EXERCISE DATA:
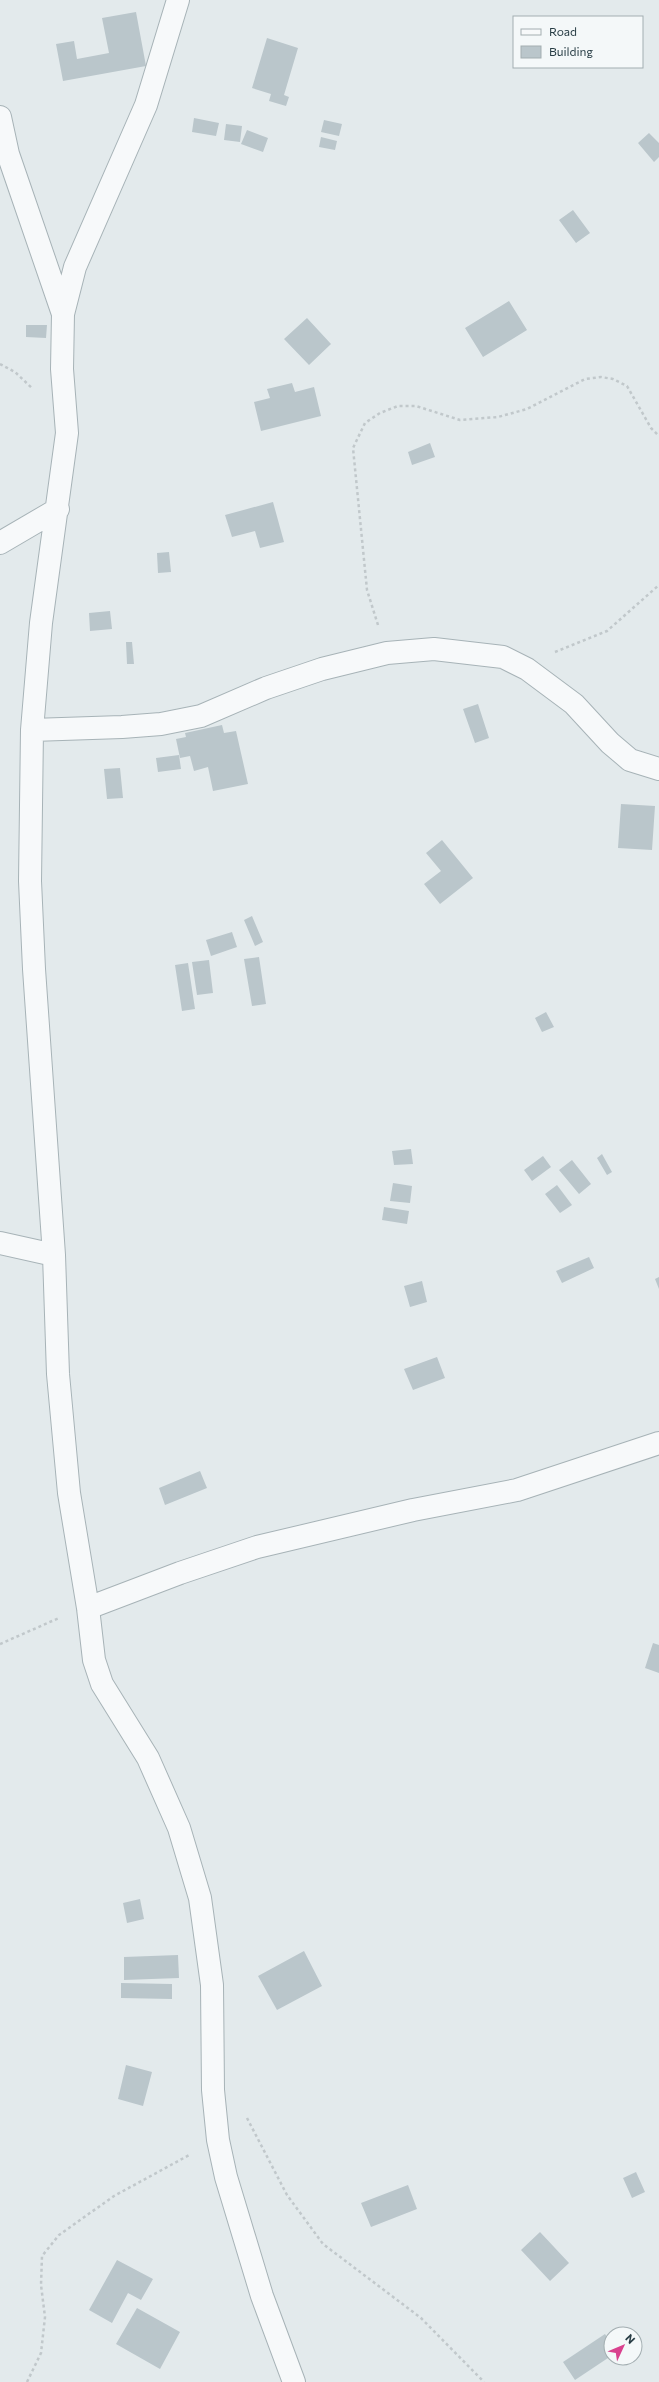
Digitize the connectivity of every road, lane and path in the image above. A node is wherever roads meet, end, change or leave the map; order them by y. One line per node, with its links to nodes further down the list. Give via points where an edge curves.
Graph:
1 (178, 0): 3 (street, via 146,105 75,267)
2 (0, 117): 3 (street, via 8,154)
3 (63, 314): 5 (street, via 62,369 67,433)
4 (659, 436): 8 (path, via 648,423 627,386 601,376 585,380 527,409 498,417 460,420 416,406 398,406 380,413 365,423 353,448 367,590)
5 (58, 509): 6 (street); 10 (street, via 41,623)
6 (0, 543)
7 (659, 585): 9 (path, via 607,631)
8 (387, 653): 10 (street, via 322,668 266,688 201,716 122,728); 11 (street, via 434,649 503,657 527,669 574,704 610,743 630,760)
9 (548, 653)
10 (32, 730): 13 (street, via 31,896)
11 (659, 769)
12 (0, 1243): 13 (street)
13 (54, 1255): 15 (street, via 58,1374 69,1493)
14 (659, 1443): 15 (street, via 517,1490 413,1510 257,1548 180,1572)
15 (88, 1608): 16 (path, via 43,1623); 18 (street, via 94,1660 102,1684 148,1758 180,1828 200,1898 212,1985 213,2090)
16 (0, 1644)
17 (246, 2116): 21 (path, via 287,2195 323,2244 421,2318)
18 (218, 2140): 19 (path, via 150,2174 114,2196 59,2235 42,2256 41,2285 45,2317 41,2353); 20 (street, via 226,2177 262,2296)
19 (27, 2382)
20 (294, 2382)
21 (484, 2382)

WORK INSTRUCTION: Leaving the pictures out, write out all the material above exactly.

WRITTEN SOLUTION:
Digitize the connectivity of every road, lane and path in the image above. A node is wherever roads meet, end, change or leave the map; order them by y. One line per node, with its links to nodes further down the list. Give via points where an edge curves.
Graph:
1 (178, 0): 3 (street, via 146,105 75,267)
2 (0, 117): 3 (street, via 8,154)
3 (63, 314): 5 (street, via 62,369 67,433)
4 (659, 436): 8 (path, via 648,423 627,386 601,376 585,380 527,409 498,417 460,420 416,406 398,406 380,413 365,423 353,448 367,590)
5 (58, 509): 6 (street); 10 (street, via 41,623)
6 (0, 543)
7 (659, 585): 9 (path, via 607,631)
8 (387, 653): 10 (street, via 322,668 266,688 201,716 122,728); 11 (street, via 434,649 503,657 527,669 574,704 610,743 630,760)
9 (548, 653)
10 (32, 730): 13 (street, via 31,896)
11 (659, 769)
12 (0, 1243): 13 (street)
13 (54, 1255): 15 (street, via 58,1374 69,1493)
14 (659, 1443): 15 (street, via 517,1490 413,1510 257,1548 180,1572)
15 (88, 1608): 16 (path, via 43,1623); 18 (street, via 94,1660 102,1684 148,1758 180,1828 200,1898 212,1985 213,2090)
16 (0, 1644)
17 (246, 2116): 21 (path, via 287,2195 323,2244 421,2318)
18 (218, 2140): 19 (path, via 150,2174 114,2196 59,2235 42,2256 41,2285 45,2317 41,2353); 20 (street, via 226,2177 262,2296)
19 (27, 2382)
20 (294, 2382)
21 (484, 2382)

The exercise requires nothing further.